– Однозначно сказать трудно, но, я думаю, Шекспир неспроста поместил события Ромео и Джульетты в Северную Италию, а Гамлета – в хмурую Данию. Неспроста.
Вопрос был далеко не из простых, и Филипп был польщен тем, что Я'эль и все остальные настолько глубоко погрузились в эту драму, пусть даже у него и не было точного ответа. Дэйвид одарил своего Меркуцио неким жестом руки, который очень соответствовал его образу и поведению. Аарон пробовал бровями подчеркивать перемены внутреннего состояния, и это у него получалось довольно неплохо. Агнесса создала противоположные по характеру и темпераменту роли матери Ромео и музыканта, а Ариадна в присутствии Джульетты превращалась в жестокую и решительную мать, смотря на которую действительно можно было засомневаться в подлинности ее материнства. Фред настоял на том, чтобы ему выделили кого-нибудь на роль пажа, что будет сопровождать его до могилы, и настоял на том, чтобы его Парис не был бы настолько сухим и чванливым, каким его обычно представляют.

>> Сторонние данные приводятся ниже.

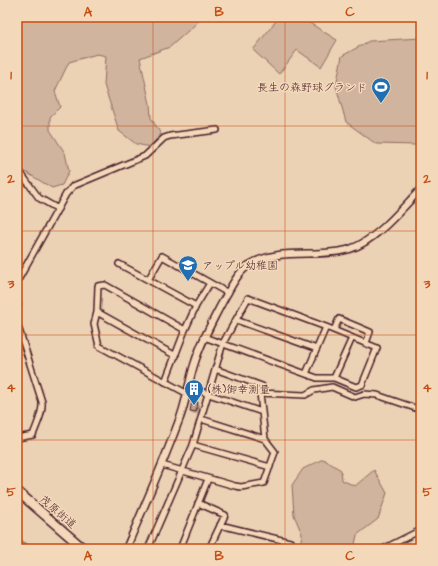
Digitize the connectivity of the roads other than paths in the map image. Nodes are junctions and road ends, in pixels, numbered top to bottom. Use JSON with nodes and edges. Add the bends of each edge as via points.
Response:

– Ведь даже Ромео пожалел о содеянном, когда узнал в убитом им человеке меня. А ведь я лишь защищал тело Джульетты от надругательства, – справедливо рассуждал он.
Одним словом, эти две недели стали, наверное, самыми приятными из тех, что Филипп Сэндмен провел в компании выпускников, готовящихся к сдаче своей дипломной работы.
Ближе к концу второй недели Филипп вдруг вспомнил, что собирался съездить на выходные за город.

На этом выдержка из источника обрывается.